Personal information
- Nationality: British
- Spouse: Gary Critchlow-Smith

Medal record
Women's archery
Representing Great Britain
Paralympic Games
| Gold medal – first place | 2004 Athens | Teams Open |
| Silver medal – second place | 2000 Sydney | Teams Open |
| Silver medal – second place | 2000 Sydney | Women's individual W1/W2 |
| Bronze medal – third place | 1996 Atlanta | Teams Open |

= Kathleen Smith (archer) =

British Paralympic archer

Kathleen Smith or Kathy Critchlow-Smith is a British Paralympic archer who has competed at five Paralympics.

==Life==

It was the 1992 Summer Paralympics in Barcelona that first made Smith aware of international competition. She was one of the 21 women and 74 men there from 26 countries to compete at seven sports. Great Britain won no medals at archery that year. Smith saw that her competitors had coaches to encourage them. She had already met Ray Fields so on her return in 1994 she joined Sportsable which was a sports disability club in Maidenhead. Smith's motive was to gain Fields as a coach. Fields had become disabled when he was 70 years old.

She concentrated on her archery skills and by 1996 she was considered an elite sportswoman and a contestant at the 1996 Atlanta Paralympics. She joined Anita Chapman and Rebecca Gale to gain a bronze medal for Great Britain in the women’s archery team open. At these Games, Chapman also won a silver medal.

Smith had surgery in 1999 and thought this might rule her out of competition, but at the 2000 Sydney Paralympics she was again in Britain's team of three archers who competed for the women’s archery team open, winning the silver. Smith gained an individual silver in the women’s individual W1/W2 behind Paola Fantato of Italy.

Four years later at the 2004 Athens Paralympics, Smith won her fourth and last medal, winning the gold in the women’s archery team open with Chapman again as a team mate.

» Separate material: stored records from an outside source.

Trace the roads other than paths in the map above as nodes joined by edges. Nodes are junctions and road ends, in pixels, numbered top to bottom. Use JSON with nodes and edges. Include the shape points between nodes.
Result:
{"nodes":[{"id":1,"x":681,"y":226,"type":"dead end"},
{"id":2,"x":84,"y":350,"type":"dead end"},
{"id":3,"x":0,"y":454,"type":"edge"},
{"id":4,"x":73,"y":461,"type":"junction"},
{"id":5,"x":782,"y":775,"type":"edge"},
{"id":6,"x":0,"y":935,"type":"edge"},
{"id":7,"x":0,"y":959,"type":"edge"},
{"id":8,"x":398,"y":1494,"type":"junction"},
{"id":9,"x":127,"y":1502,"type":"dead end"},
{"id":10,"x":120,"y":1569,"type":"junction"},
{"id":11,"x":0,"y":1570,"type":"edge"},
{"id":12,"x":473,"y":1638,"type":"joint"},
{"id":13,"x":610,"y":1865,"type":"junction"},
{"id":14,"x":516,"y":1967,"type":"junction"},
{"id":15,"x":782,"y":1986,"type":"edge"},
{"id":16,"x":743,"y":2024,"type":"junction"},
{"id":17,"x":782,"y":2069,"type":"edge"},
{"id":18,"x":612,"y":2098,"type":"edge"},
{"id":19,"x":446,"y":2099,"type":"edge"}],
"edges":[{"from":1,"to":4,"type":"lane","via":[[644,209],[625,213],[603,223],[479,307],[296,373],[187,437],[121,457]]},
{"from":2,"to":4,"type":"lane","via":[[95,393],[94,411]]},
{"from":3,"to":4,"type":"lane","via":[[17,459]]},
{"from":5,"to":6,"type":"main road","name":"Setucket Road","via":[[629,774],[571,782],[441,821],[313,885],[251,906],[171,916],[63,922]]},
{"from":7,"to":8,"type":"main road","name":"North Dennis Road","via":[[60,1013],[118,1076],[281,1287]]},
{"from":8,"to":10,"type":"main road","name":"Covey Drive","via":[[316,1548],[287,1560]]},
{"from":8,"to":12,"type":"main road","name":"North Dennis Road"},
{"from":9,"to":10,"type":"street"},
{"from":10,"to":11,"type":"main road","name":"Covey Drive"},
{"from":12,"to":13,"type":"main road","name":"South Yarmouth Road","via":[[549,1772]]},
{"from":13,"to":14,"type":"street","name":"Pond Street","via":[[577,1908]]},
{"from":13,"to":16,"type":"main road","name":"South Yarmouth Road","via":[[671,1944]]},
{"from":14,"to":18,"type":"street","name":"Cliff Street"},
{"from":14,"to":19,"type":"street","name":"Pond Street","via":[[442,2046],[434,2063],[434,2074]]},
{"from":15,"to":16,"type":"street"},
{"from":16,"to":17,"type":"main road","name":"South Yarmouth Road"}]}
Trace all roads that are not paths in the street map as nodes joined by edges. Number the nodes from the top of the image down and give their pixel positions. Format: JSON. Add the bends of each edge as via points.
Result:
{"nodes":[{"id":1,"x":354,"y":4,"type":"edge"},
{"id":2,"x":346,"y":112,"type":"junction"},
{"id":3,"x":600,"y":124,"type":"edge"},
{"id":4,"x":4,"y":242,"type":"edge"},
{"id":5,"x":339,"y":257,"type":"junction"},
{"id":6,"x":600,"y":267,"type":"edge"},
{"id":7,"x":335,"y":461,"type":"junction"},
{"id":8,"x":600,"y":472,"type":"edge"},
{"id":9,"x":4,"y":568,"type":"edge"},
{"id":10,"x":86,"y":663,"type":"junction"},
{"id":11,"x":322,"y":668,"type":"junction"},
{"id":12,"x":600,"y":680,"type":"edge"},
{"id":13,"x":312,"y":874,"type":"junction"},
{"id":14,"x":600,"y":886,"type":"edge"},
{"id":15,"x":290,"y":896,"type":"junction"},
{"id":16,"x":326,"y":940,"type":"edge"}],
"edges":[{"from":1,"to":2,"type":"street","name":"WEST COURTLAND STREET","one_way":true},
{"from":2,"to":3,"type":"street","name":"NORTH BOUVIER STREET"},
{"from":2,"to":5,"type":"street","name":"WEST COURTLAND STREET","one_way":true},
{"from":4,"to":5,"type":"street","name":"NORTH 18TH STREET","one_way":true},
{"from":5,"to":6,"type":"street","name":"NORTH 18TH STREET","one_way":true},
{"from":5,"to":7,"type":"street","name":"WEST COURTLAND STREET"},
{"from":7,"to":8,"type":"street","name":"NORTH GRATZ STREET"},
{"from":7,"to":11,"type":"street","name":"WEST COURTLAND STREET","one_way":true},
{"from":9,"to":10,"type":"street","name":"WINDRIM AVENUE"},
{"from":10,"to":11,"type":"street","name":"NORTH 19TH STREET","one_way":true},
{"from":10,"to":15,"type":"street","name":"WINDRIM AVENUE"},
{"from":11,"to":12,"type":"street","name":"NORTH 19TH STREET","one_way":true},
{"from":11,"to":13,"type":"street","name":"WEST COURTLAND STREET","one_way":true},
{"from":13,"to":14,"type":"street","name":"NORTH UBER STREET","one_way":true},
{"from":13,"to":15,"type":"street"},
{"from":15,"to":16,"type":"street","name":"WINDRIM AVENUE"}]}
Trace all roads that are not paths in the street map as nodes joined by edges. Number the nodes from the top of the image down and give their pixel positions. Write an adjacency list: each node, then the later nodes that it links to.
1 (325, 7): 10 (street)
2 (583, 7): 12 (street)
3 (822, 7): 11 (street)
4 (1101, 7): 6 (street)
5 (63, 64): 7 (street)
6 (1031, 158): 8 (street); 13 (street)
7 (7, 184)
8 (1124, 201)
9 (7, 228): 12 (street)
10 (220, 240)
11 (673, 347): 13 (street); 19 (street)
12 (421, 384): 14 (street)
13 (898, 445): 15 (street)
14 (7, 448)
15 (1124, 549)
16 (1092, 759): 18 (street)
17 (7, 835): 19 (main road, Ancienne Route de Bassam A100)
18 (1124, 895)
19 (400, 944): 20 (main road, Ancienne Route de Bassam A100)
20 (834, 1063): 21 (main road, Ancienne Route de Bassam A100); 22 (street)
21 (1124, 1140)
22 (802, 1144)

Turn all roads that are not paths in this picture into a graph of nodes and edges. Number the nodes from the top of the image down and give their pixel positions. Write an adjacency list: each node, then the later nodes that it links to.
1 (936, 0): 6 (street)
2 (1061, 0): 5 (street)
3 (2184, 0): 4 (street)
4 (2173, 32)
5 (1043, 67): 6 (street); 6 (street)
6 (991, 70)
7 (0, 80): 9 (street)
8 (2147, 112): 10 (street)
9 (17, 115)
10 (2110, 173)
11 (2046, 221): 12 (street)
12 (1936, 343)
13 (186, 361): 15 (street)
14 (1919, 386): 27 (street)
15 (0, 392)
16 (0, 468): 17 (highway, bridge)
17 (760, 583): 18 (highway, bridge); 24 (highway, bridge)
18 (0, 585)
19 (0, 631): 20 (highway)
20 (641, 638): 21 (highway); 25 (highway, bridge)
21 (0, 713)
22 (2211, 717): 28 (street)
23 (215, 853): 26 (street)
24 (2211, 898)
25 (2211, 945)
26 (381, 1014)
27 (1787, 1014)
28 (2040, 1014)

She was a competitor at five Paralympics: Barcelona 1992, Atalanta 1996, Sydney 2000, Athens 2004 and Beijing 2008.

==Private life==
She is married to Gary Critchlow-Smith who volunteers as an archery tutor. Both she and her husband are long tern supporters of sports for those with disabilities. They took the Hungarian archer Tamas Gaspar under their wing as he aimed to get to the 2020 Summer Paralympics. They were both given lifetime achievement awards at the 8th Get Berkshire Active Awards by SportsAble. They are both qualified coaches and they give weekly coaching sessions.